Bruno Le Maire et Gérald Darmanin à la tête de Bercy
Bruno Le Maire et Gérald Darmanin à la tête de Bercy © AFP / Guillaume Souvant et Charly Triballeau

A droite, on craignait qu'un Premier ministre issu de ses rangs, ne ne soit pas laissé "attraper" sans avoir négocié qu’au moins cinq ou six des siens le suivraient au gouvernement. On annonçait donc d’importantes "prises de guerre". Ce n’est pas ce qui s’est passé puisque deux ministres, seulement, arrivent directement de Les Républicains : Bruno Le Maire et le sarkozyste Gérald Darmanin.

Bruno Le Maire devient le ministre de l'Economie et Gérald Darmanin celui de l'Action et des Comptes publics.

Les élus Les Républicains ne cachent pas leur soulagement. "L'opération de débauchage massif n'a pas eu lieu" se félicite un député. "Ça n'est pas avec ça qu'Emmanuel Macron va casser la droite" renchérit un cadre du parti qui répète que le choix de Bruno Le Maire et Gérald Darmanin est "personnel".

En toute logique, François Baroin, qui conduit Les Républicains pour les législatives, a "regretté" l'entrée des deux hommes au gouvernement, ce qui, selon les récentes règles édictés par le parti, les exclut de fait.

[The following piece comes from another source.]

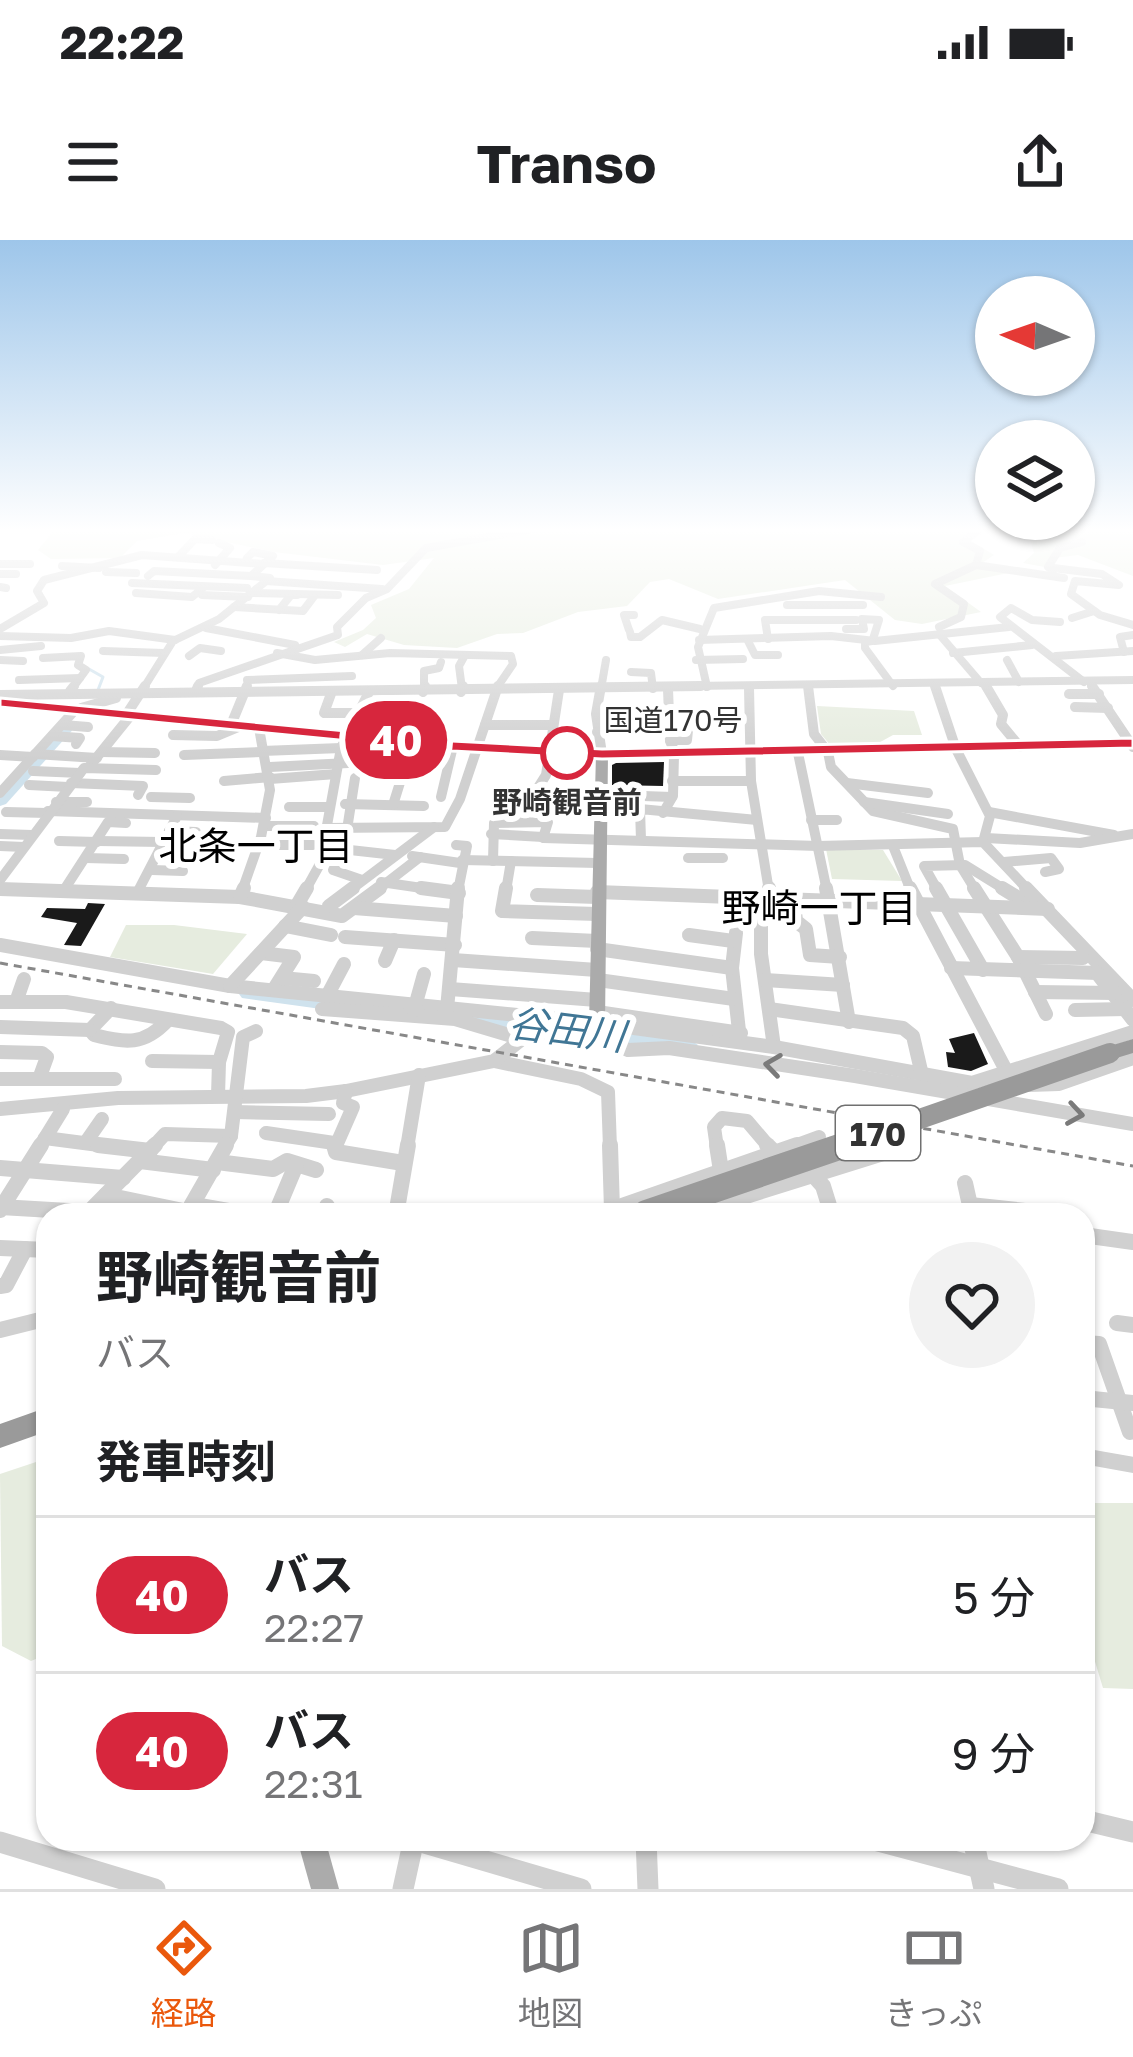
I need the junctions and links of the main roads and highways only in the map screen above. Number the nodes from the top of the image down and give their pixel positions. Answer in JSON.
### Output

D'autres, qui espéraient voir plus des leurs au Gouvernement ont marqué leur déception. Rappelons que depuis lundi, 120 élus de la droite et du centre ont signé un appel à "répondre à la main tendue" par le nouveau président. Parmi les signataires figurent Thierry Solère, Benoist Apparu ou Nathalie Kosciusko-Morizet, ainsi que le centriste Jean-Louis Borloo.

Ils ne sont que deux, mais ne sont pas venus pour rien…

Avec ce débauchage, Emmanuel Macron donne Bercy à la droite. Gérald Darmanin pilotera les comptes publics (budget) et sociaux (comptes de la Sécu) ainsi que la Fonction publique et la Réforme de l'Etat, un périmètre plus large que celui habituel du "Budget". Bruno Le Maire chapeautera l'économie, les finances, l'industrie, les services et la fiscalité.

Le choix d'Emmanuel Macron fait évidemment bondir la gauche qui n'imaginait visiblement pas l'économie à droite toute. Pour Karine Berger, député PS des Hautes-Alpes : c'est "la droite, toute la droite, rien que la droite" à Bercy...

Razzy Hammadi, porte-parole du Parti socialiste, regrette cette nomination et note que Bruno Le Maire et Gérald Darmanin, "vont être ceux qui vont tenir les cordons d'une bourse et d'une véritable politique d'austérité".